Vancouver is an awesome futuristic looking city. It looks like a Mon Calamari cruiser landed smack dab in the middle of the city. (yes that's a Star Wars reference, but I did have to look up the name of the ship)
All the buildings are very cool looking, with rounded edges. It almost reminds me of a more densely populated Tel Aviv.
The mountains in the background make it all that more pristine.
Although quite beautiful, Vancouver, and Canada for that matter, left me something to be desired. The people were quite rude (more likely a result of the big city mannerisms), everything was brutally expensive (I'd say that's big city stuff again, but the campsite charged $0.50 per five minutes of the shower), and they don't sell beer or wine in grocery stores! And I thought Tennessee was bad. Seriously this is my interaction in the grocery store:
Me: Excuse me sir, but where do you keep the beer?
Grocery dude: You must be from America.
Me: yeah (in my head: the land of the free)
Grocery dude: we don't sell beer in grocery stores in Canada, we sell them in bars with liquor stores attached to them.
Me: (speechless)
It was still worth a visit, but I don't think I'll be back.
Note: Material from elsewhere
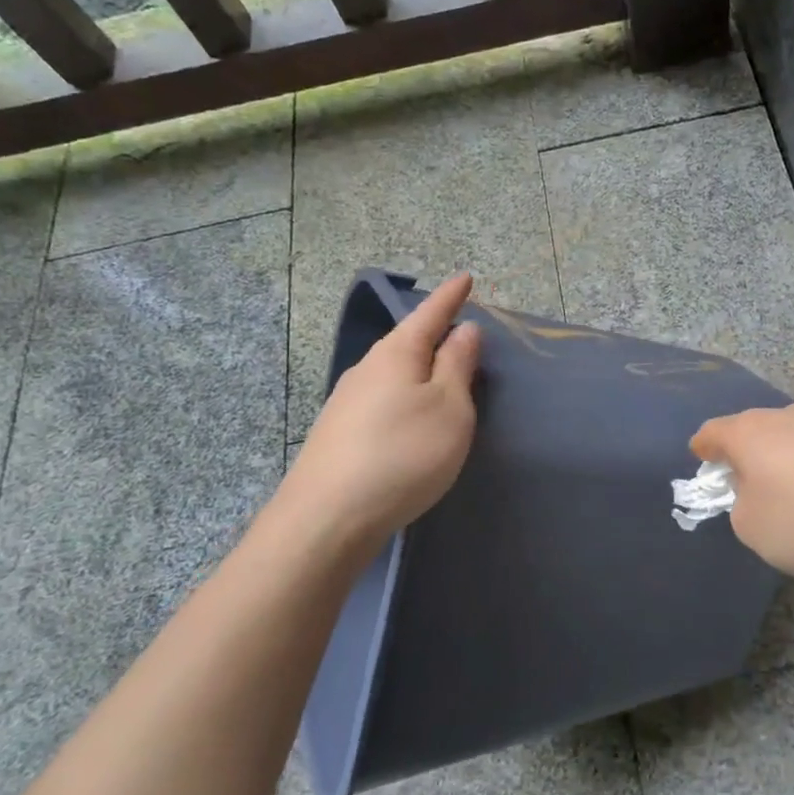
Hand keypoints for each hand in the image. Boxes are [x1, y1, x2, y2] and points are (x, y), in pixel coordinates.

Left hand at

The route officially starts in front of yet another giant phallic symbol, this one is Native American though, so naturally its bigger.
Much bigger.
Tim was full of PMA, how long before that turns to PMS remains to be seen ($13 Coors light for a sixer certainly sped that change up a bit)

Vancouver was a far cry from rural Virginia where last we left our tour. It was about 30 miles before we were in the countryside.

Traffic was crazy, and the map was insanely confusing. We went down one of the most terrifying stretches of road I've ever been on. Going down a highway shoulder into traffic scared the crap out of me.
At least we had nice bike lanes on the bridges across the river. The bridge shook with traffic though, which was slightly disconcerting and a bit nauseating (mime vomit not real).